Not heard of that make, but be aware that it doesn't have a good contact at the back of the rear panel (the shape is curving up towards the cantle) and so it looks like it will rock. If you try to rock the saddle (hand on pommel and hand on cantle) on his back does it move at all?


----------



## Ponies (Aug 18, 2012)

I dont know, but Ill try it next time I go out!  I only ridden in it once and had no problems, but I wasnt paying attention to it.


----------



## mammakatja (Nov 3, 2009)

Funny that I happen to bump into this thread just as I was wondering the same thing. I'm eye balling a Husar that I found as well and was wondering if it was worth it. It looks good. The owner said it was German made, but after some digging, I found that Husar is actually an older Courbette model made in Switzerland. All Courbette inventory was recently bought up by Stubben so I'm not sure if they are just selling what's left of Courbette or if they have combined.
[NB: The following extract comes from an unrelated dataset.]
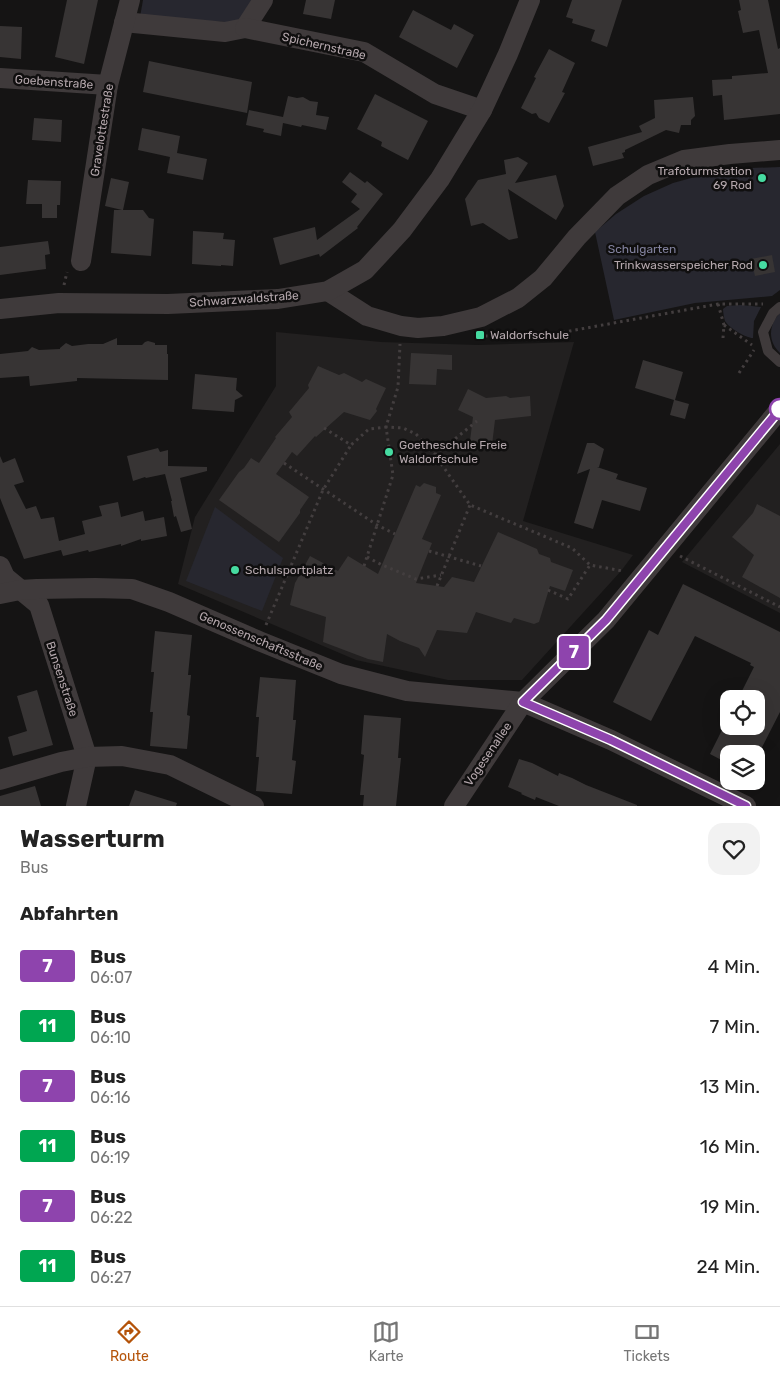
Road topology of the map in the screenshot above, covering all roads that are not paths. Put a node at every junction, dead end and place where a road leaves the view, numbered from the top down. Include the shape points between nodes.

All I know is that if you visit Courbette's website and you actually figure out a way to contact them, you will be referred to Stubben of North America. Stubben of course is a very well known German made saddle. So. Going back to this saddle, it can't be all bad if Stubben has decided to get involved with Courbette and I know Courbette was a solid brand. The knee rolls on the Husar are supposed to be suede or rough out leather so if you want to remain original, you may want to just try brushing them out with a stiff brush. Looks like they've been oiled in the past though. I don't think they are worth a ton now a days, but $200-300 doesn't seem too crazy. I think they probably rank right under an older decent condition Stubben.


----------



## Ponies (Aug 18, 2012)

Oh, thanks for that info!  I like it, its really comfy. 
I hear people talking about Stubben and Courbette all the time, so must be a good saddle then. lol.


----------